At a service the following Sunday, the Reverend Tracy McNeil Wines, pastor of Clarendon United Methodist Church in northern Virginia where Sessions also attends, addressed the charges in her Sunday sermon. “I do have strong beliefs. . . . I will work to let our government know how I feel and I will preach the gospel of Jesus Christ every Sunday and pretty much every night at the dinner table, if you ask my family. But I will not dehumanize those who are not in harmony with my deeply, passionately held beliefs. I will not write them off as objects or obstacles, but I will remember that they are flesh-and-blood humans . . . and I am committed to listen to them.”

Making space

In truth, ours is not the first age of outrage. Similar debates about injustice and incivility raged in the 1960s during the civil rights era and, more worryingly, in the 1850s prior to the American Civil War. Martin Luther King Jr. once chided white society for being “more concerned about tranquility and the status quo than about justice and humanity.” King was aware of how often such tranquility only comforted those who were already comfortable.

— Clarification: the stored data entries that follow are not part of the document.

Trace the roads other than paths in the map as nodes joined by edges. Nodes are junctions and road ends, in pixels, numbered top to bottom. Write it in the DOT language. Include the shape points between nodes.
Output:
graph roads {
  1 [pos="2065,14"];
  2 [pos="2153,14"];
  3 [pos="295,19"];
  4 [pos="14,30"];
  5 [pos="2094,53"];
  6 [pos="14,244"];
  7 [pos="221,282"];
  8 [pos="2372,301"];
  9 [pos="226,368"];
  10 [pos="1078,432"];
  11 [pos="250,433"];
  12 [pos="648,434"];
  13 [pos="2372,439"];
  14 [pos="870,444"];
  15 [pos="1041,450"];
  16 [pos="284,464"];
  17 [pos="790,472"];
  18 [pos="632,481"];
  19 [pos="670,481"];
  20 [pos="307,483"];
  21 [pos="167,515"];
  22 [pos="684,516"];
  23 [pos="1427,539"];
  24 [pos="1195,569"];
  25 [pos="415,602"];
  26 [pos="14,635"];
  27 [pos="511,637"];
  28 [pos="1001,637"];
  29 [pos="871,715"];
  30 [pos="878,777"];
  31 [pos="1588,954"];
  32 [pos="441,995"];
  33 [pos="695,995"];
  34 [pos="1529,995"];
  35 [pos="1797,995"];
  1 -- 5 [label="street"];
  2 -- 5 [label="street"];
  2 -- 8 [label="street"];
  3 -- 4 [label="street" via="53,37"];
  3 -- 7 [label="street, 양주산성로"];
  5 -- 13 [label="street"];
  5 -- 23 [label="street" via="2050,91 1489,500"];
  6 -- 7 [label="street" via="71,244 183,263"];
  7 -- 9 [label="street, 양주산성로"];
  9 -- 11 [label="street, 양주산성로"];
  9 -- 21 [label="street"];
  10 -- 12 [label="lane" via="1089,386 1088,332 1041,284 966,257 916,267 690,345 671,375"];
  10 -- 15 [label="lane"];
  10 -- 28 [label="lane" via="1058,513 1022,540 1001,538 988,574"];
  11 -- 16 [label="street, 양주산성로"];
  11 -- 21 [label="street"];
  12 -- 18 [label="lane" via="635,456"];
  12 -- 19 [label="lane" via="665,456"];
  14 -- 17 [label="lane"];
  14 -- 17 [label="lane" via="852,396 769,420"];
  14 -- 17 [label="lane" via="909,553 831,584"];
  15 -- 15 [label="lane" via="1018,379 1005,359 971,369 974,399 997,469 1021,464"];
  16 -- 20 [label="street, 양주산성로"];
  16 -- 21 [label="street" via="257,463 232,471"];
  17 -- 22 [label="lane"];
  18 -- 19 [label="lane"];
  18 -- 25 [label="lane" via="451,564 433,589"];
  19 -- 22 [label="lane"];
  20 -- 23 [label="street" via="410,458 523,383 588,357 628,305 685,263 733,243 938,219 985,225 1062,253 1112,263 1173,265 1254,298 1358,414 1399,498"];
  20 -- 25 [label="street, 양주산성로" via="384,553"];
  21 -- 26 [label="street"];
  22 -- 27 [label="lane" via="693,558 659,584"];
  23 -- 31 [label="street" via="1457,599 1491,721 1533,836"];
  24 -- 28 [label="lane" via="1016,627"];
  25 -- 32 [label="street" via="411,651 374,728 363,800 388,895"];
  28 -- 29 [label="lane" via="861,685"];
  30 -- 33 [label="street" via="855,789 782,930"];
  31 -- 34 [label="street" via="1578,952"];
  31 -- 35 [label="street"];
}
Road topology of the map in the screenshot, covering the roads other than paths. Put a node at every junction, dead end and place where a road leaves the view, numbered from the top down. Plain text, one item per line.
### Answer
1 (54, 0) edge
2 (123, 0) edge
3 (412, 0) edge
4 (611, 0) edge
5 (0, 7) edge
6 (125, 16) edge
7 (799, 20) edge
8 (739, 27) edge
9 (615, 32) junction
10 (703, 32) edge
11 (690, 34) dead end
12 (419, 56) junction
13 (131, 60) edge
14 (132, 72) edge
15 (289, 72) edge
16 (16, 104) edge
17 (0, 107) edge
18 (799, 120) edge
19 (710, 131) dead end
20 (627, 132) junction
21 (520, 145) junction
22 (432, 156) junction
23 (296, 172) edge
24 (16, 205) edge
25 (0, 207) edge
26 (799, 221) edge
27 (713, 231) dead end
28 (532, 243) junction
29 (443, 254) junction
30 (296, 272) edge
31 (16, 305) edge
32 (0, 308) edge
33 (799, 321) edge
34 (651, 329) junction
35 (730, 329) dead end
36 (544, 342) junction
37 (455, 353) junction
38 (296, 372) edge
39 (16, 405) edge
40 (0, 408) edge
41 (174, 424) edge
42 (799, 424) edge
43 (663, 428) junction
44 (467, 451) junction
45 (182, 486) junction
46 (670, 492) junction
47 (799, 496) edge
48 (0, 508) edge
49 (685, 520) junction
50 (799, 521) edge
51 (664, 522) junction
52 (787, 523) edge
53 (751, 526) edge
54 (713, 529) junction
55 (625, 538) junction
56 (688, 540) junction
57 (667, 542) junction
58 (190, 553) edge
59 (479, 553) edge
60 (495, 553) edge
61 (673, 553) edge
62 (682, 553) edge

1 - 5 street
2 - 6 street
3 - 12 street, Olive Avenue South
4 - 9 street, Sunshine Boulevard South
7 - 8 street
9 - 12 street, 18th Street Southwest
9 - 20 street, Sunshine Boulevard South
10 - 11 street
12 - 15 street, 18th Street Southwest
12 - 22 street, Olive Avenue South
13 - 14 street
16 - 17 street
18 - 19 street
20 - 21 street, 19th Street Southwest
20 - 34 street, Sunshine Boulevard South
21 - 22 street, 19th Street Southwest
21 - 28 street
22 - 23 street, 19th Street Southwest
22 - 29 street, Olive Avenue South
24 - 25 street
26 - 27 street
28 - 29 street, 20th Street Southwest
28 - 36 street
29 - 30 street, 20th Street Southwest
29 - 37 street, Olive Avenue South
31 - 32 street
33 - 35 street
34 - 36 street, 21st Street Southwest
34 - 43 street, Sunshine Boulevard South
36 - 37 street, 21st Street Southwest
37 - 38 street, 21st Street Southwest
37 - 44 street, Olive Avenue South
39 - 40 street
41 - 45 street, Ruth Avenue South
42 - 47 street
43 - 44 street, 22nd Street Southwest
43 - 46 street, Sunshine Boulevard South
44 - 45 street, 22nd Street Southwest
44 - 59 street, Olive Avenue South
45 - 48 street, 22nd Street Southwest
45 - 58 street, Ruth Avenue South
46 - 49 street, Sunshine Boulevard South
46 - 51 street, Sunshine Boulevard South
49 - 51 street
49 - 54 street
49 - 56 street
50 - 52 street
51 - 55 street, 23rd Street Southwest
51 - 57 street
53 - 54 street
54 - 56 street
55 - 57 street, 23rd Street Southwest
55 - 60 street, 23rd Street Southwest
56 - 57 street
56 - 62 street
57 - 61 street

However, the Reverend Richard Lowell Bryant, a United Methodist pastor in Ocracoke, North Carolina, worries about our tendency to move into tribal camps. Having lived in Northern Ireland with its Catholic-Protestant tensions, Bryant senses a growing divide here too. “Is it possible to make space at the grand Eucharistic table for those seeking asylum while we are fighting our own struggles of who carries the greater degree of moral clarity? That’s the question we face.”

Perhaps the theological lens we need is one centered on “making space” — showing the kind of hospitality that allows us to see and hear one another as well as those suffering injustice. In the end, we’re all included in the space opened up by God’s redemptive love on the cross. Will we use that space to shame and shun those whom we oppose or to dream together about who else might be included?